しかし、脅されて離婚届を書かされた、署名押印を偽造されて勝手に出されたなどの事情がある場合には、離婚の取り消しや離婚の無効確認ができる可能性があります。

離婚の取消しや離婚の無効確認については、いずれも裁判所での手続きが必要です。

 

  協議離婚の仕組み

協議離婚は、「離婚意思の存在」と「離婚届の提出」という、ふたつの要件がそろったときに成立します。

離婚意思とは、夫婦が互いに離婚することを合意しているという意味です。離婚意思は、離婚届を作成した時だけでなく、離婚届を提出するときにも存在していなければならないと解されています。もっとも、実態としては、市町村の戸籍の窓口で意思の確認をされることはないので、書類に不備がないかどうかという形式的なチェックだけが行われて、離婚届は受理されます。

離婚届が受理されると、届出を撤回する制度はありません。

 

  「取り消し」と「無効」の可能性

一定の条件があれば、離婚の「取り消し」または「無効」が認められる可能性があります。

(1)離婚の取り消し
●離婚の取り消しの条件

民法では、「詐欺」または「強迫」によって離婚をした場合には、離婚の取り消しが認められています。

たとえば、DVで脅迫されて離婚届を書かされたような場合は、強迫による離婚として取り消しできる可能性があります。

離婚の取り消しについては、詐欺を発見したとき、または強迫を免れたときから3か月以内に申し立てるという期間制限があります。

●離婚の取り消しの手続き

離婚の取り消しは、家庭裁判所に請求して行います。

具体的には、家庭裁判所に離婚取り消しの調停を申し立て、調停で双方が取消しに合意すれば、合意に相当する審判が出されて終了します。
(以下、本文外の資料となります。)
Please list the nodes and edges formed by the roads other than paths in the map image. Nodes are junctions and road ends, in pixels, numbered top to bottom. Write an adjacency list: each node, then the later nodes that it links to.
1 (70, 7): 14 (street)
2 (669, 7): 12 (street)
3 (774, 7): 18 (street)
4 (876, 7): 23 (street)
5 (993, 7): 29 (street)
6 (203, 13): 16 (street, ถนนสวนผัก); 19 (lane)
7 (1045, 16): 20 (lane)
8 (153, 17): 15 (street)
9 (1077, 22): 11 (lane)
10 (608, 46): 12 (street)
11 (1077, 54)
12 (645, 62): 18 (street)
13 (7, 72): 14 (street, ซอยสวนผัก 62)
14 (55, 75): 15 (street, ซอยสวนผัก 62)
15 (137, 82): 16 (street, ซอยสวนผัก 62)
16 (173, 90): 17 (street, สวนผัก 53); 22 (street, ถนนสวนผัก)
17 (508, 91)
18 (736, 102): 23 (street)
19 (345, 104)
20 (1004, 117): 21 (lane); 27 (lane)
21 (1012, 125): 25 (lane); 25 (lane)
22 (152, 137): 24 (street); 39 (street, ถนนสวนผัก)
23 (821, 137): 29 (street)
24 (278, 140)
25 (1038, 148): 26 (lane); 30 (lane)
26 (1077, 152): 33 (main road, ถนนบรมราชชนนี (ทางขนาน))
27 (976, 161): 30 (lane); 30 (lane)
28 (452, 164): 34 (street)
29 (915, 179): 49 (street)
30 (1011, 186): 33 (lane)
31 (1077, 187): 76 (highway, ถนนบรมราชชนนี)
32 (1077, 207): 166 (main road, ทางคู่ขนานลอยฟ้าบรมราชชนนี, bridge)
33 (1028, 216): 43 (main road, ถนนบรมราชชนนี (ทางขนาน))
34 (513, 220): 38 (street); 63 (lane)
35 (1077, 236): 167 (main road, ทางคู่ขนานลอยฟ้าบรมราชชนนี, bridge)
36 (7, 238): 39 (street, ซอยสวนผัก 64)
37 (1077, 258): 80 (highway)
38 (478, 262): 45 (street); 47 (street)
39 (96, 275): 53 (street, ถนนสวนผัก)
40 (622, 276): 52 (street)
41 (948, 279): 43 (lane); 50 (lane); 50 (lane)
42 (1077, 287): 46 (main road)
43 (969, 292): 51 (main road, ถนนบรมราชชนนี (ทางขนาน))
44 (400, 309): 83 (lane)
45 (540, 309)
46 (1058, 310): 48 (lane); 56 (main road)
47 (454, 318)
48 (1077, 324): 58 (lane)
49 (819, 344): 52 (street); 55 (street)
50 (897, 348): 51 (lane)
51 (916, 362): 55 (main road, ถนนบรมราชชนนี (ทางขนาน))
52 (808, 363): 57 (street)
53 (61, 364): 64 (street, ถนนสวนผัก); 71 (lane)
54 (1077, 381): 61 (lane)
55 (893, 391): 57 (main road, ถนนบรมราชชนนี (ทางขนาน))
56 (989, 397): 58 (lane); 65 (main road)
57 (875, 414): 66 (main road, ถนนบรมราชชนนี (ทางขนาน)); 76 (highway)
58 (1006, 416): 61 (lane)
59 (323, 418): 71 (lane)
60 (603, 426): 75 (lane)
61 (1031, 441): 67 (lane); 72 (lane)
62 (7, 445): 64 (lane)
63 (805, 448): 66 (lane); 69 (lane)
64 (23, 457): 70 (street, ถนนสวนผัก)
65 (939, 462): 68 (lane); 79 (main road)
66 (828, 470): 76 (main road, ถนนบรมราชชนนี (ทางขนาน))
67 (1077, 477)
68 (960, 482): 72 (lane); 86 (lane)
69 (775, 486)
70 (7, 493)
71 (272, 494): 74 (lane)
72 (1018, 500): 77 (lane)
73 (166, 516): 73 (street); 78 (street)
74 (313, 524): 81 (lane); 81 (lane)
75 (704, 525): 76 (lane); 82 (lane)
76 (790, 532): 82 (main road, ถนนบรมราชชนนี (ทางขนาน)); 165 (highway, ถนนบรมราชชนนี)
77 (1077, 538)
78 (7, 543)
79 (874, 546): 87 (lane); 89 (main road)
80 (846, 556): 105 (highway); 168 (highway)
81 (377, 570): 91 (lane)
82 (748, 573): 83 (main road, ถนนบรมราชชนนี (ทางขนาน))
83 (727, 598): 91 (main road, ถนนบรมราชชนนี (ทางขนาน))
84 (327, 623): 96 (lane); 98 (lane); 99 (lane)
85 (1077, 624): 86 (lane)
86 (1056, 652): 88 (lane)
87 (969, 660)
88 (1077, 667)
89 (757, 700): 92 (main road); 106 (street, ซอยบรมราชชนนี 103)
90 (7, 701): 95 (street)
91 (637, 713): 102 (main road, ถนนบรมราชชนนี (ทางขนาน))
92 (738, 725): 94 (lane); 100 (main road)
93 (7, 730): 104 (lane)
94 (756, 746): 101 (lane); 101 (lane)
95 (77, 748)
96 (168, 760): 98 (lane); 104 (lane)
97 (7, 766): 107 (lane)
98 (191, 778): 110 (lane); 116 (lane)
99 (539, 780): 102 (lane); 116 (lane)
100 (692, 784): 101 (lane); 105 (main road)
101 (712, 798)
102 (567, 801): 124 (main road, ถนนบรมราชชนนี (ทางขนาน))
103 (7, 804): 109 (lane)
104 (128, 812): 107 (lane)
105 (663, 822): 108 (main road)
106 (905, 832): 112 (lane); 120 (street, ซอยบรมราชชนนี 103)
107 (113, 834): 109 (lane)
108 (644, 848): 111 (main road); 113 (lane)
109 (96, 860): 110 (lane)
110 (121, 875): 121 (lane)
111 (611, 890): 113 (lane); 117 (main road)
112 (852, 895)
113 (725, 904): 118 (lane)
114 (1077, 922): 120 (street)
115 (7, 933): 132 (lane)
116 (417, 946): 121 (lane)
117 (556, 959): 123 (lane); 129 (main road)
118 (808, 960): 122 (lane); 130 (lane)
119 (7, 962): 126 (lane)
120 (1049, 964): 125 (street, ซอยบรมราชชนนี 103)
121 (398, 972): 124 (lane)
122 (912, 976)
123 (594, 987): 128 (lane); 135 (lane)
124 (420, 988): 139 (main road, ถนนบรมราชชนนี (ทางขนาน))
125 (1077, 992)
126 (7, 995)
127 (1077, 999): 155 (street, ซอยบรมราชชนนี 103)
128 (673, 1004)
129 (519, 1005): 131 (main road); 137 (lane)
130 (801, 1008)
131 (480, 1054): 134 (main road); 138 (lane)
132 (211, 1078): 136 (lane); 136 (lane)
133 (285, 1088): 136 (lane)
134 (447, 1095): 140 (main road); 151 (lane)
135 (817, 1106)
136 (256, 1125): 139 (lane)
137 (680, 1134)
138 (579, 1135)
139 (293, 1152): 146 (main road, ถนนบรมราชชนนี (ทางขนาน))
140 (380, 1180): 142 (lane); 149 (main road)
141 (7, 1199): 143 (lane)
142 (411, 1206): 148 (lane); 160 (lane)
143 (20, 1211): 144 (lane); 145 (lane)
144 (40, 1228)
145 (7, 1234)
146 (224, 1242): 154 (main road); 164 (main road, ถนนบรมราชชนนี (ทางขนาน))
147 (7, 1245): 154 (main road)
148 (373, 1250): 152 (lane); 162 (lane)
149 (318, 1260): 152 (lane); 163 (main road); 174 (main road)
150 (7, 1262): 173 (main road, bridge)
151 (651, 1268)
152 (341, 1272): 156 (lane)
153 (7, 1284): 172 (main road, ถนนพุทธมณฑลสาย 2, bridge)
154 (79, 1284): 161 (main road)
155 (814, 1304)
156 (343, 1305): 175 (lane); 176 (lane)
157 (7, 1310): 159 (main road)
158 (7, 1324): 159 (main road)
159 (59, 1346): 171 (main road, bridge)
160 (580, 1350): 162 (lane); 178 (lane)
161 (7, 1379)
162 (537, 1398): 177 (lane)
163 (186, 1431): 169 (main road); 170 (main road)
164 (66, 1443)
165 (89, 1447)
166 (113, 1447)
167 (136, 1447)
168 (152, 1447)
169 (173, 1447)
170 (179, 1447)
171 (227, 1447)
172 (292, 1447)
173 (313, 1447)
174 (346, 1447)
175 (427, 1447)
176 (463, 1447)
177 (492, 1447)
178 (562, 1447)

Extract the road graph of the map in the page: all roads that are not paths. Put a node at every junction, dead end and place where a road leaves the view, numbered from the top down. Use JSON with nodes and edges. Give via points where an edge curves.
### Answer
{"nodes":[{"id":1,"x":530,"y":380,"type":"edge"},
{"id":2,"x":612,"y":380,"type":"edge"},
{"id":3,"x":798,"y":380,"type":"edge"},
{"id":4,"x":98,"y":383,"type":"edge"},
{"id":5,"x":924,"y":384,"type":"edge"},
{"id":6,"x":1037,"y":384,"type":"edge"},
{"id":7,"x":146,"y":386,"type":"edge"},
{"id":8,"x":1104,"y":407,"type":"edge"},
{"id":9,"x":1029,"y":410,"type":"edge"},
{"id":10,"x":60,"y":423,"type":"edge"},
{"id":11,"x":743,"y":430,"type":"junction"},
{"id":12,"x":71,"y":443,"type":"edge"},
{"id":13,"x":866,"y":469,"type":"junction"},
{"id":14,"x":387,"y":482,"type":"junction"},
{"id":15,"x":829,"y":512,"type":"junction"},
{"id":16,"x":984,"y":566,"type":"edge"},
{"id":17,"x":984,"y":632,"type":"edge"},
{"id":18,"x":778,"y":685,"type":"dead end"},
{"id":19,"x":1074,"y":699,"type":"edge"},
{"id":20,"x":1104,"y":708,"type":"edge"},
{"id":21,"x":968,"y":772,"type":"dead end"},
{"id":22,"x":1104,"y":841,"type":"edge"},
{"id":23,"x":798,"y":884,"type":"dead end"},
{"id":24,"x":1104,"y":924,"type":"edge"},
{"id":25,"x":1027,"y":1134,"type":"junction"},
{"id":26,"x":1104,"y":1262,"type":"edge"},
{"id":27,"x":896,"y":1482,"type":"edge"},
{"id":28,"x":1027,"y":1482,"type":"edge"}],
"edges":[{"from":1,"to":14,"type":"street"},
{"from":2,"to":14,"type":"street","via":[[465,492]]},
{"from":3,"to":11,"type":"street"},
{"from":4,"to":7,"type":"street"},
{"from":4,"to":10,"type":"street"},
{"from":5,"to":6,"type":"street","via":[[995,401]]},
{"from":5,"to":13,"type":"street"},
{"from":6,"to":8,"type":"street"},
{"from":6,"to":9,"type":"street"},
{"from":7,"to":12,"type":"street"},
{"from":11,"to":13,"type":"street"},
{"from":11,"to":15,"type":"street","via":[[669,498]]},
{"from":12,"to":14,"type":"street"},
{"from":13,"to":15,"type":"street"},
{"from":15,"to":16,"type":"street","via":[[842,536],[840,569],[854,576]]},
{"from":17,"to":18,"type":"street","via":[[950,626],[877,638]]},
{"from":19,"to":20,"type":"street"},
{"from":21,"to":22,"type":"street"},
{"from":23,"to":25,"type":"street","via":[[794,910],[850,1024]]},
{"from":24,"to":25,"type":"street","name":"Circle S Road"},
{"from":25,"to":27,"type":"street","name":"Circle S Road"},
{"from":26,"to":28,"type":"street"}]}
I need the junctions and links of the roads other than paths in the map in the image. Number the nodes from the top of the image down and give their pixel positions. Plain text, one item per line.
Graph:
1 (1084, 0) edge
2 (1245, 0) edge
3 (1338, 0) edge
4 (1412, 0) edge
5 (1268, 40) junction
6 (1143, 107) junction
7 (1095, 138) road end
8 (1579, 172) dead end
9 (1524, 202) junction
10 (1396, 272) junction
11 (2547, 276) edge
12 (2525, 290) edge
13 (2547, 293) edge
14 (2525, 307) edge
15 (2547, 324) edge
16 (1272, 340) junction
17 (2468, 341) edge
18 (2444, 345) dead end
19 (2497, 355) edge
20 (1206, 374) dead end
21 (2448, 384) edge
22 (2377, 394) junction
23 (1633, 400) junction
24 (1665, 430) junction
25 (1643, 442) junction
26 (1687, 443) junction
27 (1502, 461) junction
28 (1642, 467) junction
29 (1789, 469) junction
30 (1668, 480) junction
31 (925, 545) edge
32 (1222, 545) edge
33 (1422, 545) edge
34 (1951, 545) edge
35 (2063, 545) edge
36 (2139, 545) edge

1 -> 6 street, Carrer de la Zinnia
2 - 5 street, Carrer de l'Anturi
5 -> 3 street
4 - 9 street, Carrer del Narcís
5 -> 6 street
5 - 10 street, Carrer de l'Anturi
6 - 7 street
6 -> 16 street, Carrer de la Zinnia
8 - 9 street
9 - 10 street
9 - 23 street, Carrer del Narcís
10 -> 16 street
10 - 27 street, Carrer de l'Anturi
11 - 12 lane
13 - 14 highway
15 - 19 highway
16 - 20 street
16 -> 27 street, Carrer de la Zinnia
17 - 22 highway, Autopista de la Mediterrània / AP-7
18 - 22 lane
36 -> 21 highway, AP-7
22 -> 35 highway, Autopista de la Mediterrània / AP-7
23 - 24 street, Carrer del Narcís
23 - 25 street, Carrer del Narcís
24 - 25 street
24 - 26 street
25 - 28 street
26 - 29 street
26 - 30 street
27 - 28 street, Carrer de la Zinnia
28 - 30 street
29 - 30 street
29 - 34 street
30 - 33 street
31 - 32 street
合意できなければ、裁判にすすみます。

離婚合意、調停もしくは訴訟で離婚取り消しの判決が確定すれば、10日以内に戸籍の届出を行います。

(2)離婚の無効確認
●離婚の無効の条件

家庭裁判所に「協議離婚無効確認調停」を申し立てて離婚を無効にする方法があります。

調停で双方の合意が成立すれば、離婚を無効にすることが可能です。

相手方が離婚の無効に合意しなければ、訴訟を申し立てることになります。

「むりやり離婚届を書かされた」「相手にサインを偽造されて勝手に提出されてしまった」といった事情から、離婚意思がなかったことを証明できれば、離婚の無効を主張が認められる可能性が高まります。

離婚合意、調停もしくは訴訟のプロセスを経て、離婚無効の判決が確定すれば、1か月以内に戸籍の届出を行います。

●離婚の無効確認の困難さ

たとえば、署名や押印を偽造された場合であれば、立証は比較的容易だと思いますが、署名を強制されたといった事情であれば、強制か任意に行ったかを立証するのは非常に困難です。

 

  現実的な対応

(1)同じ相手との再婚

離婚の取り消しや無効確認は、立証に非常な困難がともない、裁判を経るプロセスが必要であることから、非常にハードルが高い現状があります。

そのような事情から、もし婚姻関係を復活させたい意思があるのであれば、あらたに婚姻届を提出して、再婚する方法しかないでしょう。

同じ相手と再婚すると、一度離婚したあと、あらたに同じ戸籍に入ることになります。子どもがいる場合でも、子どもの戸籍は父親の戸籍に入った状態のままで変化はありません。

(2)離婚届の不受理申出

離婚の危険がある夫婦は、予め、本籍地の市区町村の役所に「離婚届の不受理申出」をしておくと安心です。離婚で揉めている状態で、勝手に離婚届を提出させないためにも有効な手段になるでしょう。

勝手に離婚届を提出される事件は実際に起きていますので、事前に手段を講じておくことも大切です。